Dataset entries ->
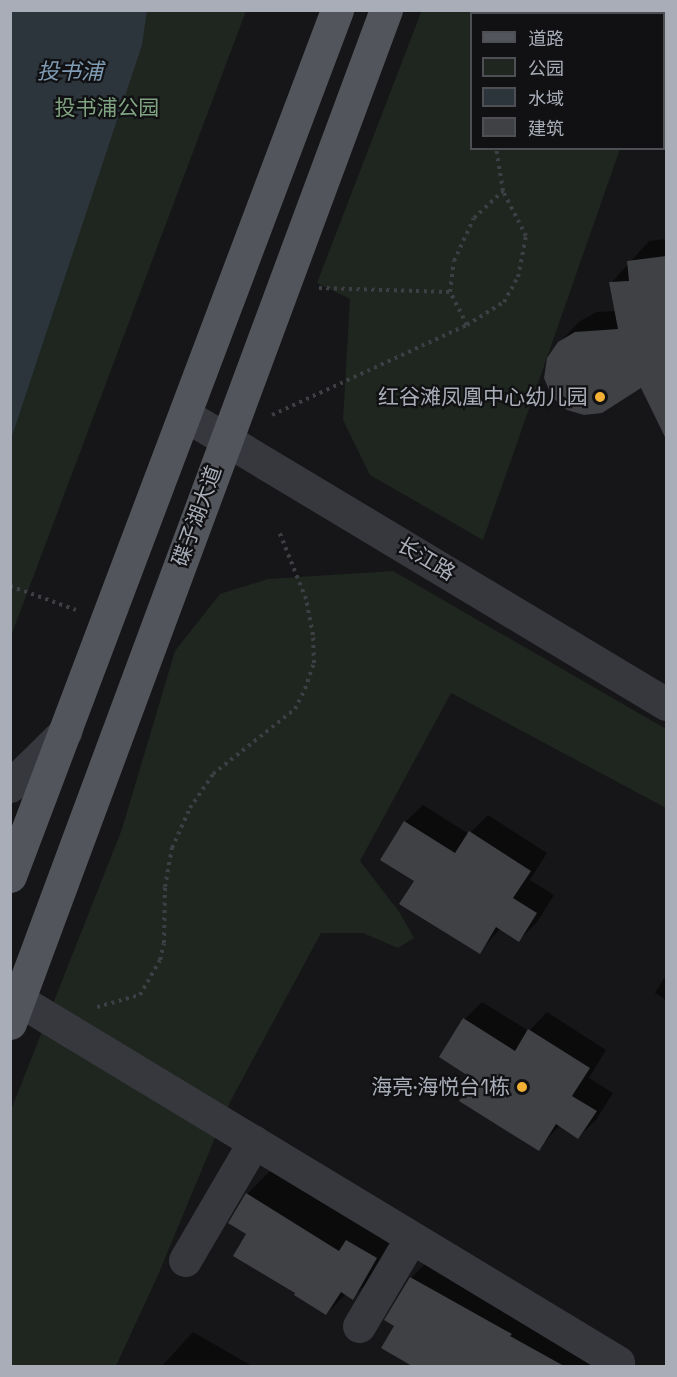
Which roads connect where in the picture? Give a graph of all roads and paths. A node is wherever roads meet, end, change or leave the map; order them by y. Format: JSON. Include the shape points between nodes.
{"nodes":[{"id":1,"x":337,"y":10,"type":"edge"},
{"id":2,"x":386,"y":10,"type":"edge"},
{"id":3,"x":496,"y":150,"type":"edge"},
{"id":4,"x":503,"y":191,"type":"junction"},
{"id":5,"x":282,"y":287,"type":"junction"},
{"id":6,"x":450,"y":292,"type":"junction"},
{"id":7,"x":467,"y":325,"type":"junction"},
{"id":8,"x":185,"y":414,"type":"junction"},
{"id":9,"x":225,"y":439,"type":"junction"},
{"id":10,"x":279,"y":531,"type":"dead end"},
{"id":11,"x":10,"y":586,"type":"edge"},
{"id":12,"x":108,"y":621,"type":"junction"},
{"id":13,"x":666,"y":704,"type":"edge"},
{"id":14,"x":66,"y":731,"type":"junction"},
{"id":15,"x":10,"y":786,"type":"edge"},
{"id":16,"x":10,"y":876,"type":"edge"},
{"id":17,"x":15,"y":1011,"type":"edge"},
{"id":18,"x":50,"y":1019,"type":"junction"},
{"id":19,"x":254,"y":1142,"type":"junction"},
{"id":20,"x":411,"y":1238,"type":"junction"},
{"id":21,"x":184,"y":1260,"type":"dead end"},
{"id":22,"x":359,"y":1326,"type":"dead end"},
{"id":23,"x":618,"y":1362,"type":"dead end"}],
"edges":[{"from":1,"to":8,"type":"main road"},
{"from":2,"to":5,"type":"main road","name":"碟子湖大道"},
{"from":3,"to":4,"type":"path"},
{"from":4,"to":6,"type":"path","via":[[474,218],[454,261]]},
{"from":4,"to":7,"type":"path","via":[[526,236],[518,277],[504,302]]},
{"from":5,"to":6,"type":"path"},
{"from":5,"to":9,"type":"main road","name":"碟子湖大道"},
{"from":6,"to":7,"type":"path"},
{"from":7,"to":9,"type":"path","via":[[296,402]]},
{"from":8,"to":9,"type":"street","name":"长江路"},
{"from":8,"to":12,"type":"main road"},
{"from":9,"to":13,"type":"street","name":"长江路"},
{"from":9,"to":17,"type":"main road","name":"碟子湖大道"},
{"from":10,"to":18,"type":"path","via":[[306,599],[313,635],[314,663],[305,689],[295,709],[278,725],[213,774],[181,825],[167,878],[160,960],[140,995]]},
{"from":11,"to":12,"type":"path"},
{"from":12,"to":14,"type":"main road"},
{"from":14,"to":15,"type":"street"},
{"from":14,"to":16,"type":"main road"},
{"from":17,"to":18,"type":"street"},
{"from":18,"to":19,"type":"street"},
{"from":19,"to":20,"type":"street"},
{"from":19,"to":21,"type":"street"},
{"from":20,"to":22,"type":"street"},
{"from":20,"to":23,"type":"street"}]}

Exercise aim -> Copy each line of the data that contains the word "nodes".

Your solution ->
Which roads connect where in the picture? Give a graph of all roads and paths. A node is wherever roads meet, end, change or leave the map; order them by y. Format: JSON. Include the shape points between nodes.
{"nodes":[{"id":1,"x":337,"y":10,"type":"edge"},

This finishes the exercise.